Beginning with the opening line, set down each line of the material below exactly, stopping once the line with "Which roads connect" is done.

=== Begin Enclosure ===

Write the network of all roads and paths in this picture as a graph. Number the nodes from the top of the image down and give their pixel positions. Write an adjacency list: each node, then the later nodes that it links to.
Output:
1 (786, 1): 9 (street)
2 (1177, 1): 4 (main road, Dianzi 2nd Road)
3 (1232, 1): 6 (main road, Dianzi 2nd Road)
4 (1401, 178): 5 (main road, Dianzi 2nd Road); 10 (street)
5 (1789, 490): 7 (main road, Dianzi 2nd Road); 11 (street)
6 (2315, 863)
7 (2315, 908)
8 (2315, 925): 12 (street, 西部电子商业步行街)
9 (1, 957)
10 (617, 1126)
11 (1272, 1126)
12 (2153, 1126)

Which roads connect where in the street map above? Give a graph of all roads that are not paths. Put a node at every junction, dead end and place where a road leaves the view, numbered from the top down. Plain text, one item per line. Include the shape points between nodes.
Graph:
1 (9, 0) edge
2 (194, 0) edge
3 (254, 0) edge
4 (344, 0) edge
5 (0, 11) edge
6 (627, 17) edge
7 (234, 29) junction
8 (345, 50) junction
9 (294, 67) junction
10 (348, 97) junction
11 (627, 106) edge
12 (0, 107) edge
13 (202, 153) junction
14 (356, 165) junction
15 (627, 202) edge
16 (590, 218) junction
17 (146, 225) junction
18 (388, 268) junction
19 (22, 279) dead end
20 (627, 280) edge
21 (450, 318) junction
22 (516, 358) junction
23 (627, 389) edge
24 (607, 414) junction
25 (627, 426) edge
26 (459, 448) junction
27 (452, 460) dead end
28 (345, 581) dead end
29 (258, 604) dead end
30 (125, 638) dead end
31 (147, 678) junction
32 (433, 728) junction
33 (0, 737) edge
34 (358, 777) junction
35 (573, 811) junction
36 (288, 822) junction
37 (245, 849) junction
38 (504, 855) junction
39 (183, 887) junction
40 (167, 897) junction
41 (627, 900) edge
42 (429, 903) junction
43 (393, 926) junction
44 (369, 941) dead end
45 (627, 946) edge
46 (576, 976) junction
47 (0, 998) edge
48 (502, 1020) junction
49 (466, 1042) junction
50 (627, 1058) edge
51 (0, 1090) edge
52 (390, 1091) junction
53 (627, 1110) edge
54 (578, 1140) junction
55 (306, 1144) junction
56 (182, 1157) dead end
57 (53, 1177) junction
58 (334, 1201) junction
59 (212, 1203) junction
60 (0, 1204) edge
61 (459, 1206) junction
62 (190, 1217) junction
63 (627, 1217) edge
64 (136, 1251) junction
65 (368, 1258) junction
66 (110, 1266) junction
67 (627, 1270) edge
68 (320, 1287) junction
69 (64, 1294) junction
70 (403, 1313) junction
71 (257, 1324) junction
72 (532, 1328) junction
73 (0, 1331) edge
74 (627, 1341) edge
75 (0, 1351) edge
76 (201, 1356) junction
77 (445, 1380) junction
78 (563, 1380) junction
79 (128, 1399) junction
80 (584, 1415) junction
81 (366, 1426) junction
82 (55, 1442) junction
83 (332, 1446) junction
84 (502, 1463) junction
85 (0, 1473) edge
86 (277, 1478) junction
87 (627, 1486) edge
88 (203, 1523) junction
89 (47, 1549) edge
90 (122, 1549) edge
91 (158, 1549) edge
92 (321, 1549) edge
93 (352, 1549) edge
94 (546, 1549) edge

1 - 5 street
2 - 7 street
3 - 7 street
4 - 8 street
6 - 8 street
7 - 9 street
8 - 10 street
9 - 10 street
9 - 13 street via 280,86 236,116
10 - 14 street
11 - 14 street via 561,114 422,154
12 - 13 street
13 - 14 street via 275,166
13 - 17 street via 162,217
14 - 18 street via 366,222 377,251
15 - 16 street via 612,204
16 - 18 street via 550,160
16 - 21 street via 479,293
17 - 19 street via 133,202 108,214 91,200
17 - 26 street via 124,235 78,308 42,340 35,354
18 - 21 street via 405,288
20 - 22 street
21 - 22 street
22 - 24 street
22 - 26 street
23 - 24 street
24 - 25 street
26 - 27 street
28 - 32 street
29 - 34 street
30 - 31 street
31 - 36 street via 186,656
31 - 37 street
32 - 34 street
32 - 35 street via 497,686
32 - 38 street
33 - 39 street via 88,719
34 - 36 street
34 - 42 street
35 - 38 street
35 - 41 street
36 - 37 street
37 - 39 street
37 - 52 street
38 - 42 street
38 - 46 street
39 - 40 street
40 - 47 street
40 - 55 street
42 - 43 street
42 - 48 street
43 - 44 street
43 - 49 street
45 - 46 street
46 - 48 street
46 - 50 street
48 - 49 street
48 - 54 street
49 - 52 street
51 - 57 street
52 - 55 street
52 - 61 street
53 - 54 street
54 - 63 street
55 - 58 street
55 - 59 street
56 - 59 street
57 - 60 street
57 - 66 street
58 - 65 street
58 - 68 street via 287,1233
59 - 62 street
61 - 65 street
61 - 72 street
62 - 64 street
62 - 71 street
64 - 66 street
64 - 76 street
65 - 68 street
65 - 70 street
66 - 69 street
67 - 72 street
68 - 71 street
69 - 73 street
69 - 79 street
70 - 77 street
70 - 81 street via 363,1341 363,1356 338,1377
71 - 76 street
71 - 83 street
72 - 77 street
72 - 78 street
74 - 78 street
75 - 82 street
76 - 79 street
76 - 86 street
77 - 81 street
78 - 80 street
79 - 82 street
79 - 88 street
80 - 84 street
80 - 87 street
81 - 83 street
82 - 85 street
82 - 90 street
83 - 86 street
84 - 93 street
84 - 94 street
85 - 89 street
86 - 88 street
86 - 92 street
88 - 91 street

=== End Enclosure ===

### Task output
Write the network of all roads and paths in this picture as a graph. Number the nodes from the top of the image down and give their pixel positions. Write an adjacency list: each node, then the later nodes that it links to.
Output:
1 (786, 1): 9 (street)
2 (1177, 1): 4 (main road, Dianzi 2nd Road)
3 (1232, 1): 6 (main road, Dianzi 2nd Road)
4 (1401, 178): 5 (main road, Dianzi 2nd Road); 10 (street)
5 (1789, 490): 7 (main road, Dianzi 2nd Road); 11 (street)
6 (2315, 863)
7 (2315, 908)
8 (2315, 925): 12 (street, 西部电子商业步行街)
9 (1, 957)
10 (617, 1126)
11 (1272, 1126)
12 (2153, 1126)

Which roads connect where in the street map above? Give a graph of all roads that are not paths. Put a node at every junction, dead end and place where a road leaves the view, numbered from the top down. Plain text, one item per line. Include the shape points between nodes.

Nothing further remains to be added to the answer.